▸ **What to do**: Only a number is wanted here: how many lines in the records below contain the string "Lainie".

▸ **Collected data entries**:
[Start of Attachment]

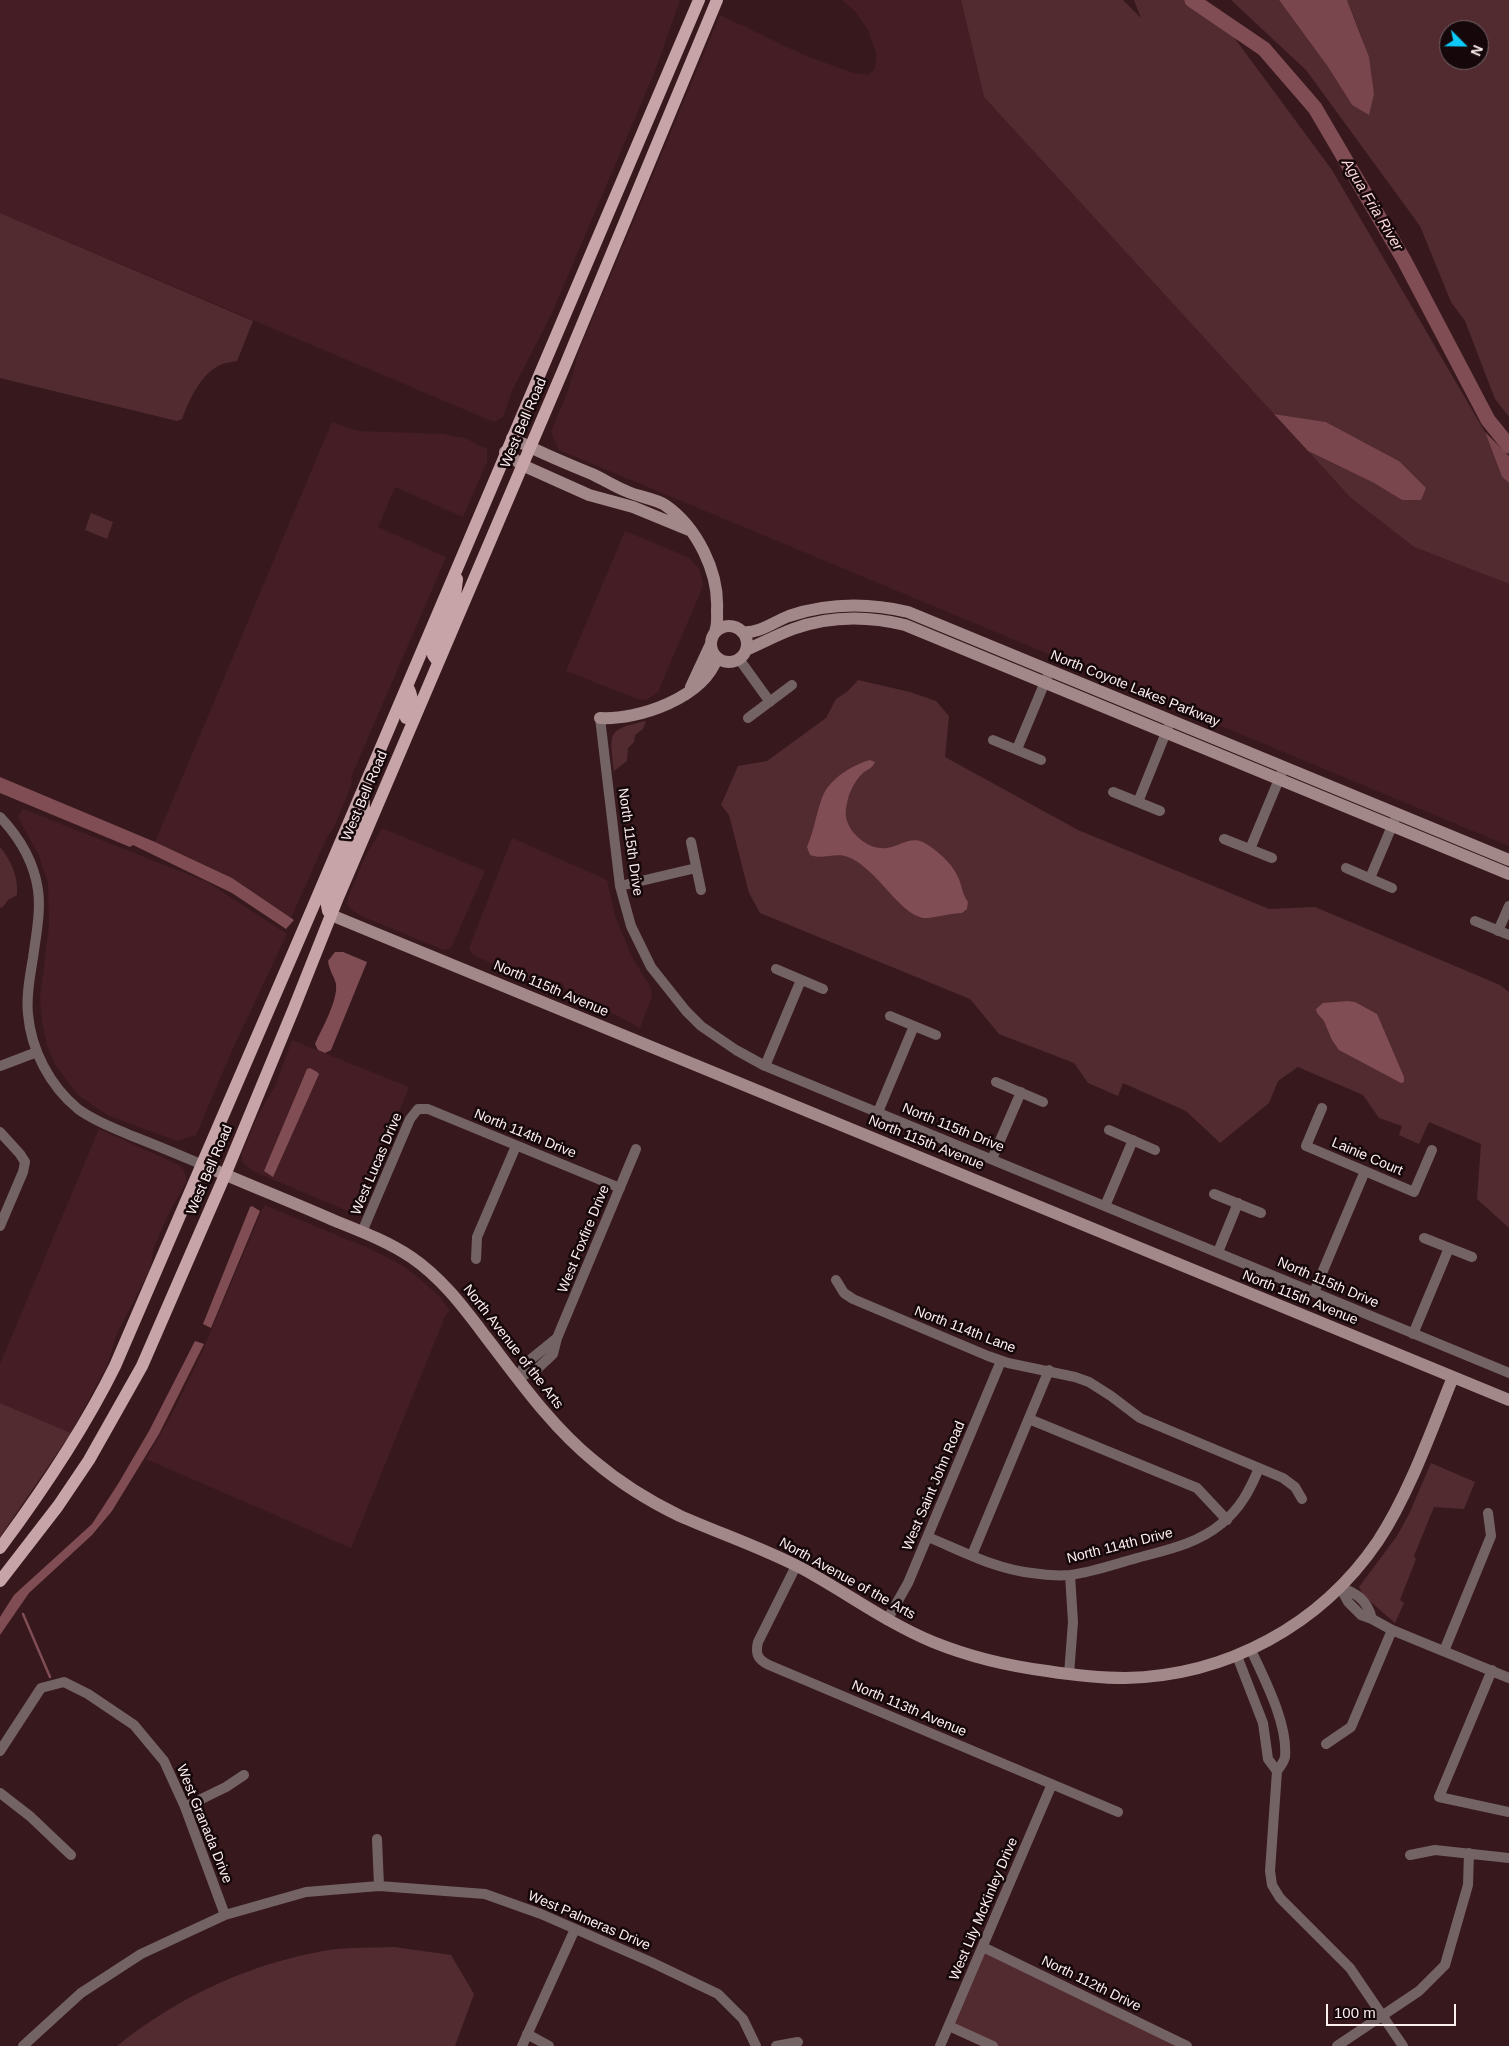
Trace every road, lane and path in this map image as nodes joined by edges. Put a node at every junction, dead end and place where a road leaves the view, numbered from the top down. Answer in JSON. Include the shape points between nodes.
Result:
{"nodes":[{"id":1,"x":699,"y":0,"type":"edge"},
{"id":2,"x":717,"y":0,"type":"edge"},
{"id":3,"x":512,"y":438,"type":"junction"},
{"id":4,"x":530,"y":447,"type":"junction"},
{"id":5,"x":505,"y":452,"type":"junction"},
{"id":6,"x":522,"y":465,"type":"junction"},
{"id":7,"x":689,"y":530,"type":"junction"},
{"id":8,"x":459,"y":564,"type":"junction"},
{"id":9,"x":718,"y":596,"type":"junction"},
{"id":10,"x":729,"y":626,"type":"junction"},
{"id":11,"x":742,"y":632,"type":"junction"},
{"id":12,"x":713,"y":638,"type":"junction"},
{"id":13,"x":743,"y":655,"type":"junction"},
{"id":14,"x":717,"y":658,"type":"junction"},
{"id":15,"x":438,"y":662,"type":"junction"},
{"id":16,"x":1048,"y":676,"type":"junction"},
{"id":17,"x":792,"y":685,"type":"dead end"},
{"id":18,"x":407,"y":686,"type":"junction"},
{"id":19,"x":689,"y":691,"type":"junction"},
{"id":20,"x":770,"y":702,"type":"junction"},
{"id":21,"x":600,"y":718,"type":"joint"},
{"id":22,"x":748,"y":718,"type":"dead end"},
{"id":23,"x":1169,"y":726,"type":"junction"},
{"id":24,"x":993,"y":740,"type":"dead end"},
{"id":25,"x":1017,"y":750,"type":"junction"},
{"id":26,"x":1041,"y":760,"type":"dead end"},
{"id":27,"x":1284,"y":767,"type":"junction"},
{"id":28,"x":1279,"y":779,"type":"junction"},
{"id":29,"x":388,"y":780,"type":"junction"},
{"id":30,"x":363,"y":787,"type":"junction"},
{"id":31,"x":1112,"y":792,"type":"dead end"},
{"id":32,"x":1138,"y":802,"type":"junction"},
{"id":33,"x":1160,"y":811,"type":"dead end"},
{"id":34,"x":0,"y":817,"type":"edge"},
{"id":35,"x":1394,"y":819,"type":"junction"},
{"id":36,"x":1224,"y":839,"type":"dead end"},
{"id":37,"x":691,"y":842,"type":"dead end"},
{"id":38,"x":1250,"y":849,"type":"junction"},
{"id":39,"x":1272,"y":858,"type":"dead end"},
{"id":40,"x":1509,"y":860,"type":"edge"},
{"id":41,"x":696,"y":868,"type":"junction"},
{"id":42,"x":1346,"y":868,"type":"dead end"},
{"id":43,"x":1509,"y":874,"type":"edge"},
{"id":44,"x":1370,"y":878,"type":"junction"},
{"id":45,"x":620,"y":886,"type":"junction"},
{"id":46,"x":1392,"y":888,"type":"dead end"},
{"id":47,"x":700,"y":890,"type":"dead end"},
{"id":48,"x":1509,"y":906,"type":"edge"},
{"id":49,"x":332,"y":915,"type":"junction"},
{"id":50,"x":1475,"y":921,"type":"dead end"},
{"id":51,"x":1498,"y":930,"type":"junction"},
{"id":52,"x":1509,"y":935,"type":"edge"},
{"id":53,"x":776,"y":969,"type":"dead end"},
{"id":54,"x":801,"y":980,"type":"junction"},
{"id":55,"x":823,"y":989,"type":"dead end"},
{"id":56,"x":890,"y":1016,"type":"dead end"},
{"id":57,"x":914,"y":1026,"type":"junction"},
{"id":58,"x":936,"y":1035,"type":"dead end"},
{"id":59,"x":37,"y":1052,"type":"junction"},
{"id":60,"x":0,"y":1066,"type":"edge"},
{"id":61,"x":765,"y":1066,"type":"junction"},
{"id":62,"x":996,"y":1082,"type":"dead end"},
{"id":63,"x":1021,"y":1092,"type":"junction"},
{"id":64,"x":1044,"y":1102,"type":"dead end"},
{"id":65,"x":1322,"y":1108,"type":"dead end"},
{"id":66,"x":418,"y":1109,"type":"joint"},
{"id":67,"x":878,"y":1112,"type":"junction"},
{"id":68,"x":1109,"y":1130,"type":"dead end"},
{"id":69,"x":0,"y":1132,"type":"edge"},
{"id":70,"x":1133,"y":1140,"type":"junction"},
{"id":71,"x":516,"y":1146,"type":"junction"},
{"id":72,"x":636,"y":1149,"type":"dead end"},
{"id":73,"x":1156,"y":1150,"type":"dead end"},
{"id":74,"x":1432,"y":1150,"type":"dead end"},
{"id":75,"x":992,"y":1159,"type":"junction"},
{"id":76,"x":202,"y":1165,"type":"junction"},
{"id":77,"x":1365,"y":1171,"type":"junction"},
{"id":78,"x":225,"y":1175,"type":"junction"},
{"id":79,"x":620,"y":1188,"type":"junction"},
{"id":80,"x":1214,"y":1194,"type":"dead end"},
{"id":81,"x":1238,"y":1203,"type":"junction"},
{"id":82,"x":1105,"y":1206,"type":"junction"},
{"id":83,"x":1261,"y":1213,"type":"dead end"},
{"id":84,"x":0,"y":1226,"type":"edge"},
{"id":85,"x":362,"y":1232,"type":"junction"},
{"id":86,"x":1424,"y":1238,"type":"dead end"},
{"id":87,"x":1449,"y":1248,"type":"junction"},
{"id":88,"x":1218,"y":1252,"type":"junction"},
{"id":89,"x":1472,"y":1257,"type":"dead end"},
{"id":90,"x":476,"y":1259,"type":"dead end"},
{"id":91,"x":836,"y":1280,"type":"dead end"},
{"id":92,"x":1314,"y":1292,"type":"junction"},
{"id":93,"x":1414,"y":1334,"type":"junction"},
{"id":94,"x":1001,"y":1360,"type":"junction"},
{"id":95,"x":1049,"y":1370,"type":"junction"},
{"id":96,"x":1509,"y":1373,"type":"edge"},
{"id":97,"x":1453,"y":1377,"type":"junction"},
{"id":98,"x":518,"y":1378,"type":"junction"},
{"id":99,"x":1509,"y":1400,"type":"edge"},
{"id":100,"x":1029,"y":1419,"type":"junction"},
{"id":101,"x":1259,"y":1468,"type":"junction"},
{"id":102,"x":1302,"y":1499,"type":"dead end"},
{"id":103,"x":1488,"y":1513,"type":"dead end"},
{"id":104,"x":1227,"y":1520,"type":"junction"},
{"id":105,"x":928,"y":1536,"type":"junction"},
{"id":106,"x":0,"y":1548,"type":"edge"},
{"id":107,"x":972,"y":1555,"type":"junction"},
{"id":108,"x":796,"y":1566,"type":"junction"},
{"id":109,"x":1070,"y":1575,"type":"junction"},
{"id":110,"x":0,"y":1581,"type":"edge"},
{"id":111,"x":1340,"y":1587,"type":"junction"},
{"id":112,"x":887,"y":1620,"type":"junction"},
{"id":113,"x":1392,"y":1630,"type":"junction"},
{"id":114,"x":1251,"y":1650,"type":"junction"},
{"id":115,"x":1444,"y":1651,"type":"junction"},
{"id":116,"x":1236,"y":1656,"type":"junction"},
{"id":117,"x":1492,"y":1670,"type":"junction"},
{"id":118,"x":1069,"y":1674,"type":"junction"},
{"id":119,"x":1509,"y":1678,"type":"edge"},
{"id":120,"x":1326,"y":1744,"type":"dead end"},
{"id":121,"x":0,"y":1751,"type":"edge"},
{"id":122,"x":1277,"y":1771,"type":"junction"},
{"id":123,"x":244,"y":1775,"type":"dead end"},
{"id":124,"x":1052,"y":1784,"type":"junction"},
{"id":125,"x":0,"y":1793,"type":"edge"},
{"id":126,"x":185,"y":1807,"type":"junction"},
{"id":127,"x":1118,"y":1812,"type":"dead end"},
{"id":128,"x":1509,"y":1812,"type":"edge"},
{"id":129,"x":378,"y":1839,"type":"dead end"},
{"id":130,"x":1469,"y":1853,"type":"junction"},
{"id":131,"x":71,"y":1855,"type":"dead end"},
{"id":132,"x":1410,"y":1855,"type":"dead end"},
{"id":133,"x":1509,"y":1858,"type":"edge"},
{"id":134,"x":379,"y":1886,"type":"junction"},
{"id":135,"x":225,"y":1915,"type":"junction"},
{"id":136,"x":575,"y":1929,"type":"junction"},
{"id":137,"x":983,"y":1947,"type":"junction"},
{"id":138,"x":1382,"y":2015,"type":"junction"},
{"id":139,"x":949,"y":2026,"type":"junction"},
{"id":140,"x":527,"y":2034,"type":"junction"},
{"id":141,"x":798,"y":2042,"type":"dead end"},
{"id":142,"x":1183,"y":2045,"type":"edge"},
{"id":143,"x":23,"y":2046,"type":"edge"},
{"id":144,"x":522,"y":2046,"type":"edge"},
{"id":145,"x":549,"y":2046,"type":"edge"},
{"id":146,"x":756,"y":2046,"type":"edge"},
{"id":147,"x":776,"y":2046,"type":"edge"},
{"id":148,"x":940,"y":2046,"type":"edge"},
{"id":149,"x":992,"y":2046,"type":"edge"},
{"id":150,"x":1337,"y":2046,"type":"edge"},
{"id":151,"x":1402,"y":2046,"type":"edge"}],
"edges":[{"from":1,"to":3,"type":"main road","name":"West Bell Road"},
{"from":2,"to":4,"type":"main road","name":"West Bell Road"},
{"from":3,"to":4,"type":"street"},
{"from":3,"to":5,"type":"main road","name":"West Bell Road"},
{"from":4,"to":6,"type":"main road","name":"West Bell Road"},
{"from":4,"to":7,"type":"street","via":[[628,492],[663,504],[681,517]]},
{"from":5,"to":6,"type":"street"},
{"from":5,"to":8,"type":"main road","name":"West Bell Road"},
{"from":6,"to":7,"type":"street","via":[[588,495],[632,507]]},
{"from":6,"to":15,"type":"main road","name":"West Bell Road"},
{"from":7,"to":9,"type":"street","via":[[708,560]]},
{"from":8,"to":15,"type":"main road","via":[[455,596],[432,650]]},
{"from":8,"to":18,"type":"main road","name":"West Bell Road"},
{"from":9,"to":10,"type":"street"},
{"from":9,"to":12,"type":"street","via":[[718,624]]},
{"from":10,"to":11,"type":"street"},
{"from":10,"to":12,"type":"street","via":[[719,629]]},
{"from":11,"to":13,"type":"street","via":[[747,640]]},
{"from":11,"to":16,"type":"street","name":"North Coyote Lakes Parkway","via":[[753,633],[789,617],[835,606],[895,609],[923,617]]},
{"from":12,"to":14,"type":"street"},
{"from":12,"to":19,"type":"street"},
{"from":13,"to":14,"type":"street","via":[[728,662]]},
{"from":13,"to":16,"type":"street","name":"North Coyote Lakes Parkway","via":[[793,629],[813,623],[836,619],[875,620],[918,629]]},
{"from":13,"to":20,"type":"street"},
{"from":14,"to":19,"type":"street","via":[[705,678]]},
{"from":15,"to":29,"type":"main road","name":"West Bell Road"},
{"from":16,"to":23,"type":"street","name":"North Coyote Lakes Parkway"},
{"from":16,"to":25,"type":"street"},
{"from":17,"to":20,"type":"street"},
{"from":18,"to":29,"type":"main road","via":[[412,692],[412,703],[389,758]]},
{"from":18,"to":30,"type":"main road","name":"West Bell Road"},
{"from":19,"to":21,"type":"street","via":[[649,711],[625,718]]},
{"from":20,"to":22,"type":"street"},
{"from":21,"to":45,"type":"street","name":"North 115th Drive"},
{"from":23,"to":27,"type":"street","name":"North Coyote Lakes Parkway"},
{"from":23,"to":28,"type":"street","name":"North Coyote Lakes Parkway"},
{"from":23,"to":32,"type":"street"},
{"from":24,"to":25,"type":"street"},
{"from":25,"to":26,"type":"street"},
{"from":27,"to":28,"type":"street"},
{"from":27,"to":35,"type":"street","name":"North Coyote Lakes Parkway"},
{"from":28,"to":35,"type":"street","name":"North Coyote Lakes Parkway"},
{"from":28,"to":38,"type":"street"},
{"from":29,"to":49,"type":"main road","name":"West Bell Road"},
{"from":30,"to":49,"type":"main road","via":[[364,809],[326,900]]},
{"from":30,"to":76,"type":"main road","name":"West Bell Road"},
{"from":31,"to":32,"type":"street"},
{"from":32,"to":33,"type":"street"},
{"from":34,"to":59,"type":"street","via":[[24,850],[38,890],[39,918],[28,1014]]},
{"from":35,"to":40,"type":"street","name":"North Coyote Lakes Parkway"},
{"from":35,"to":43,"type":"street","name":"North Coyote Lakes Parkway"},
{"from":35,"to":44,"type":"street"},
{"from":36,"to":38,"type":"street"},
{"from":37,"to":41,"type":"street"},
{"from":38,"to":39,"type":"street"},
{"from":41,"to":45,"type":"street"},
{"from":41,"to":47,"type":"street"},
{"from":42,"to":44,"type":"street"},
{"from":44,"to":46,"type":"street"},
{"from":45,"to":61,"type":"street","name":"North 115th Drive","via":[[631,926],[651,967],[674,998],[701,1026]]},
{"from":48,"to":51,"type":"street"},
{"from":49,"to":78,"type":"main road","name":"West Bell Road"},
{"from":49,"to":97,"type":"street","name":"North 115th Avenue"},
{"from":50,"to":51,"type":"street"},
{"from":51,"to":52,"type":"street"},
{"from":53,"to":54,"type":"street"},
{"from":54,"to":55,"type":"street"},
{"from":54,"to":61,"type":"street"},
{"from":56,"to":57,"type":"street"},
{"from":57,"to":58,"type":"street"},
{"from":57,"to":67,"type":"street"},
{"from":59,"to":60,"type":"street"},
{"from":59,"to":76,"type":"street","via":[[58,1090],[86,1114]]},
{"from":61,"to":67,"type":"street","name":"North 115th Drive"},
{"from":62,"to":63,"type":"street"},
{"from":63,"to":64,"type":"street"},
{"from":63,"to":75,"type":"street"},
{"from":65,"to":77,"type":"street","name":"Lainie Court","via":[[1306,1146]]},
{"from":66,"to":71,"type":"street","name":"North 114th Drive","via":[[428,1109]]},
{"from":66,"to":85,"type":"street","name":"West Lucas Drive","via":[[410,1119]]},
{"from":67,"to":75,"type":"street","name":"North 115th Drive"},
{"from":68,"to":70,"type":"street"},
{"from":69,"to":84,"type":"street","via":[[25,1162]]},
{"from":70,"to":73,"type":"street"},
{"from":70,"to":82,"type":"street"},
{"from":71,"to":79,"type":"street","name":"North 114th Drive"},
{"from":71,"to":90,"type":"street","via":[[477,1237]]},
{"from":72,"to":79,"type":"street","name":"West Foxfire Drive"},
{"from":74,"to":77,"type":"street","name":"Lainie Court","via":[[1414,1192]]},
{"from":75,"to":82,"type":"street","name":"North 115th Drive"},
{"from":76,"to":78,"type":"street","name":"North Avenue of the Arts"},
{"from":76,"to":106,"type":"main road","name":"West Bell Road","via":[[107,1383],[60,1464]]},
{"from":77,"to":92,"type":"street"},
{"from":78,"to":85,"type":"street","name":"North Avenue of the Arts"},
{"from":78,"to":110,"type":"main road","name":"West Bell Road","via":[[158,1331],[121,1405],[58,1506]]},
{"from":79,"to":98,"type":"street","name":"West Foxfire Drive","via":[[557,1338],[554,1354],[537,1369]]},
{"from":80,"to":81,"type":"street"},
{"from":81,"to":83,"type":"street"},
{"from":81,"to":88,"type":"street"},
{"from":82,"to":88,"type":"street","name":"North 115th Drive"},
{"from":85,"to":98,"type":"street","name":"North Avenue of the Arts","via":[[409,1256],[431,1273],[453,1294]]},
{"from":86,"to":87,"type":"street"},
{"from":87,"to":89,"type":"street"},
{"from":87,"to":93,"type":"street"},
{"from":88,"to":92,"type":"street","name":"North 115th Drive"},
{"from":91,"to":94,"type":"street","name":"North 114th Lane","via":[[844,1293],[853,1299]]},
{"from":92,"to":93,"type":"street","name":"North 115th Drive"},
{"from":93,"to":96,"type":"street","name":"North 115th Drive"},
{"from":94,"to":95,"type":"street","name":"North 114th Lane"},
{"from":94,"to":105,"type":"street","name":"West Saint John Road"},
{"from":95,"to":100,"type":"street"},
{"from":95,"to":101,"type":"street","name":"North 114th Lane","via":[[1088,1382],[1140,1418]]},
{"from":97,"to":99,"type":"street","name":"North 115th Avenue"},
{"from":97,"to":111,"type":"street","name":"North Avenue of the Arts","via":[[1385,1530]]},
{"from":98,"to":108,"type":"street","name":"North Avenue of the Arts","via":[[568,1438],[636,1492],[678,1515]]},
{"from":100,"to":104,"type":"street","via":[[1197,1488]]},
{"from":100,"to":107,"type":"street"},
{"from":101,"to":102,"type":"street","name":"North 114th Lane","via":[[1290,1482]]},
{"from":101,"to":104,"type":"street","name":"North 114th Drive","via":[[1245,1498]]},
{"from":103,"to":115,"type":"street","via":[[1491,1536]]},
{"from":104,"to":109,"type":"street","name":"North 114th Drive","via":[[1188,1543]]},
{"from":105,"to":107,"type":"street","name":"North 114th Drive"},
{"from":105,"to":112,"type":"street","name":"West Saint John Road","via":[[904,1592]]},
{"from":107,"to":109,"type":"street","name":"North 114th Drive","via":[[1016,1571]]},
{"from":108,"to":112,"type":"street","name":"North Avenue of the Arts"},
{"from":108,"to":124,"type":"street","name":"North 113th Avenue","via":[[767,1623],[757,1647],[757,1656],[769,1665]]},
{"from":109,"to":118,"type":"street","via":[[1074,1622]]},
{"from":111,"to":113,"type":"street","via":[[1348,1602],[1361,1615]]},
{"from":111,"to":114,"type":"street","name":"North Avenue of the Arts","via":[[1302,1620]]},
{"from":112,"to":118,"type":"street","name":"North Avenue of the Arts","via":[[932,1642],[974,1656],[1018,1667]]},
{"from":113,"to":115,"type":"street"},
{"from":113,"to":120,"type":"street","via":[[1351,1727]]},
{"from":114,"to":116,"type":"street","name":"North Avenue of the Arts"},
{"from":114,"to":122,"type":"street","via":[[1281,1727],[1285,1760]]},
{"from":115,"to":117,"type":"street"},
{"from":116,"to":118,"type":"street","name":"North Avenue of the Arts","via":[[1154,1676],[1122,1678]]},
{"from":116,"to":122,"type":"street","via":[[1263,1723],[1268,1760]]},
{"from":117,"to":119,"type":"street"},
{"from":117,"to":128,"type":"street","via":[[1439,1798]]},
{"from":121,"to":126,"type":"street","name":"West Granada Drive","via":[[41,1688],[64,1682],[134,1725],[164,1761]]},
{"from":122,"to":138,"type":"street","via":[[1270,1856],[1272,1884],[1280,1898],[1350,1968]]},
{"from":123,"to":126,"type":"street"},
{"from":124,"to":127,"type":"street","name":"North 113th Avenue"},
{"from":124,"to":137,"type":"street","name":"West Lily McKinley Drive"},
{"from":125,"to":131,"type":"street"},
{"from":126,"to":135,"type":"street","name":"West Granada Drive"},
{"from":129,"to":134,"type":"street"},
{"from":130,"to":132,"type":"street","via":[[1435,1850]]},
{"from":130,"to":133,"type":"street"},
{"from":130,"to":138,"type":"street","via":[[1468,1885],[1445,1965],[1419,1991]]},
{"from":134,"to":135,"type":"street","name":"West Palmeras Drive","via":[[306,1892]]},
{"from":134,"to":136,"type":"street","name":"West Palmeras Drive","via":[[485,1894]]},
{"from":135,"to":143,"type":"street","name":"West Palmeras Drive","via":[[141,1954],[81,1993]]},
{"from":136,"to":140,"type":"street"},
{"from":136,"to":146,"type":"street","name":"West Palmeras Drive","via":[[718,1994],[743,2019]]},
{"from":137,"to":139,"type":"street","name":"West Lily McKinley Drive"},
{"from":137,"to":142,"type":"street","name":"North 112th Drive"},
{"from":138,"to":150,"type":"street"},
{"from":138,"to":151,"type":"street"},
{"from":139,"to":148,"type":"street","name":"West Lily McKinley Drive"},
{"from":139,"to":149,"type":"street"},
{"from":140,"to":144,"type":"street"},
{"from":140,"to":145,"type":"street"},
{"from":141,"to":147,"type":"street"}]}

[End of Attachment]

▸ **Reply to the exercise**: 2